Рыцари кинулись к себе в горницы за щитами и боевыми мечами, а леший за стойкой лишь горестно вздохнул.

***

Чудо-клубочек уверенно вел Ивана-царевича по болотам, и делал это весьма умело: хотя господину Покровскому и казалось порою, что клубок катится по очень уж изогнутой траектории, но всякий раз путник убеждался, что происходило это вовсе не из желания удлинить путь, а единственно чтобы сделать его по возможности удобным и безопасным.

Уже начало смеркаться, и Иван-царевич стал подумывать о том, чтобы обосноваться на ночлег. Однако всякий раз, когда он примечал казалось бы удобное место, клубок принимался катиться быстрее, и Иван спешил следом, не решаясь поднять его с земли и положить к себе в котомку.

Но вот, когда вечерняя тьма уже начала наползать на землю, а на небе высыпали первые звезды, клубок решительно остановился. Господин Покровский как опытный путешественник мог оценить выбор своего проводника: он остановился на вполне удобном и сухом месте вблизи леса, где под елками лежало достаточно валежника, чтобы развести костерок и в случае надобности даже соорудить скромный шалашик.

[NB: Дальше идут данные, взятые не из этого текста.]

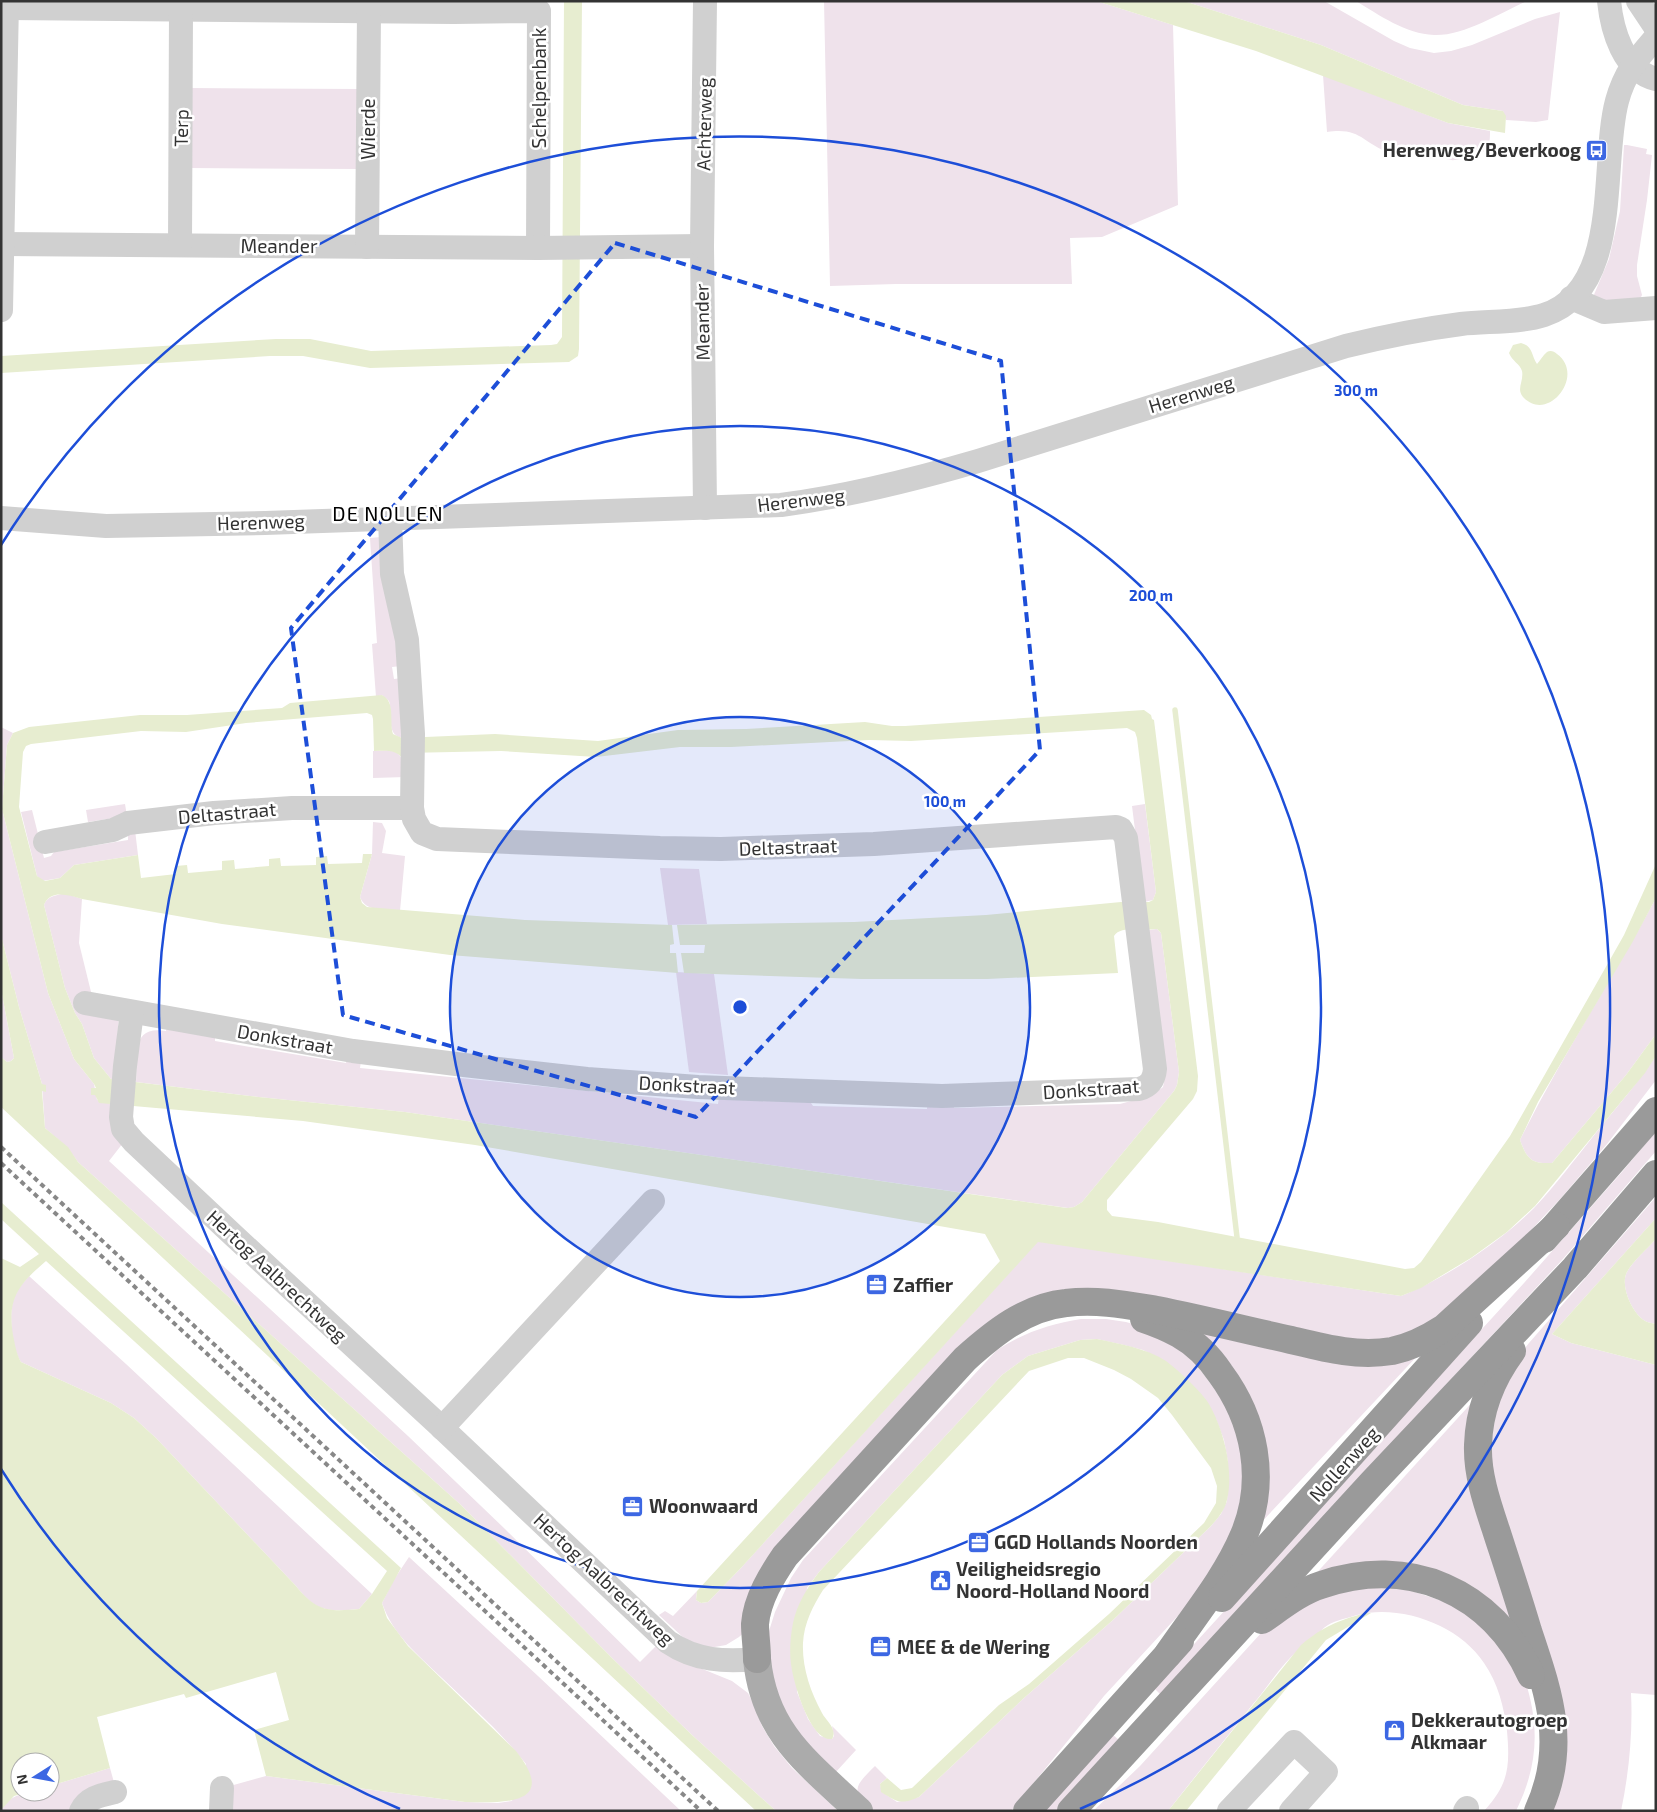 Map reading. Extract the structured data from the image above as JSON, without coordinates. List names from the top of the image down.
{
  "streets": {
    "highway": ["Nollenweg"],
    "street": [
      "Schelpenbank",
      "Achterweg",
      "Terp",
      "Wierde",
      "Meander",
      "Herenweg",
      "Deltastraat",
      "Donkstraat",
      "Hertog Aalbrechtweg"
    ]
  },
  "crossings": [
    ["Schelpenbank", "Terp"],
    ["Schelpenbank", "Wierde"],
    ["Schelpenbank", "Meander"],
    ["Achterweg", "Meander"],
    ["Terp", "Meander"],
    ["Wierde", "Meander"],
    ["Meander", "Herenweg"],
    ["Herenweg", "Deltastraat"],
    ["Deltastraat", "Donkstraat"],
    ["Donkstraat", "Hertog Aalbrechtweg"]
  ],
  "districts": ["DE NOLLEN"],
  "places": {
    "bus stop": ["Herenweg/Beverkoog"],
    "office": [
      "Zaffier",
      "Woonwaard",
      "GGD Hollands Noorden",
      "MEE & de Wering"
    ],
    "public building": ["Veiligheidsregio Noord-Holland Noord"],
    "shop": ["Dekkerautogroep Alkmaar"]
  },
  "north": "left",
  "rings": ["300 m", "200 m", "100 m"]
} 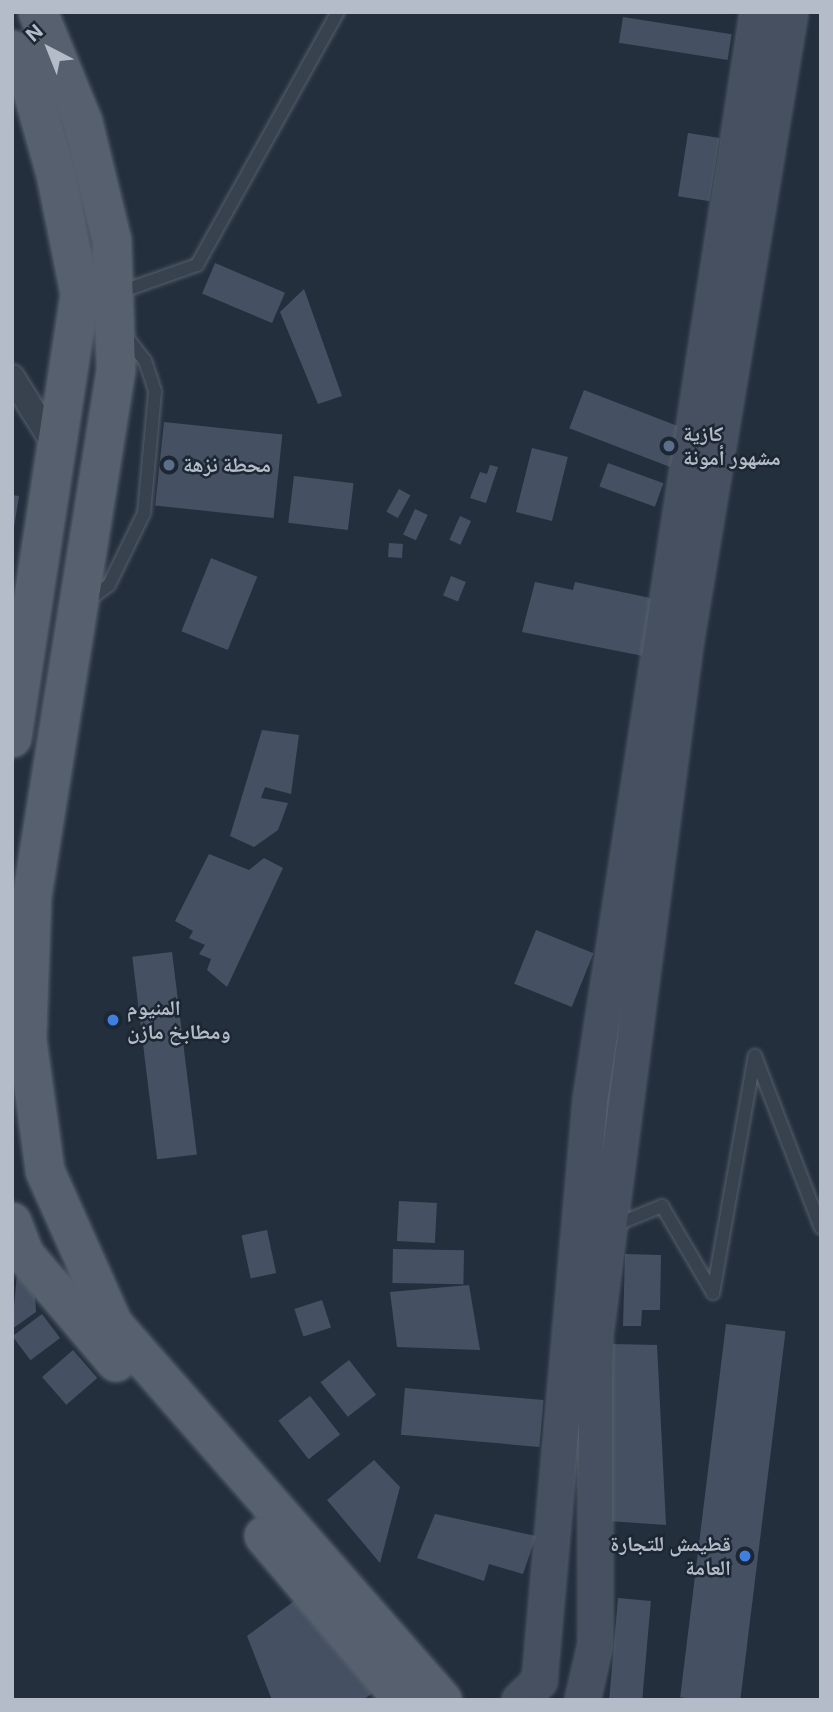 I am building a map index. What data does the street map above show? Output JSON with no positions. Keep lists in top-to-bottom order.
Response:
{
  "places": [
    "كازية مشهور أمونة",
    "محطة نزهة",
    "المنيوم ومطابخ مازن",
    "قطيمش للتجارة العامة"
  ],
  "north": "top left"
}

Иван с облегчением опустил на землю рюкзак, из которого торчал лук с оставшимися двумя золотыми стрелами, и стал приготавливаться к ночлегу собрал сухих веток, развел костер и повесил над ним котелок с болотной водицей. Несмотря на приятную усталость, ко сну Ивана-царевича совсем не клонило. Напротив - звезды, меркнущее небо и печальные выкрики выпи, долетающие сквозь мерный шелест осенней листвы - все это настраивало скорее на поэтическую волну. Правда, дальше первой строчки - "Все ярче дивных звезд сиянье..." - дело не шло, но зато Покровский начал понимать, отчего в Новой Ютландии столько поэтов на душу населения: здешняя природа просто не могла не настраивать на творческий лад.

Однако едва родилась вторая строчка - "... Все памятней очарованье..." как все очарование оказалось в миг разрушенным какими-то незнакомыми голосами. Обернувшись, поэт увидал позади себя двух женщин - одну потолще, а другую потоньше - в сарафанах и цветастых платках.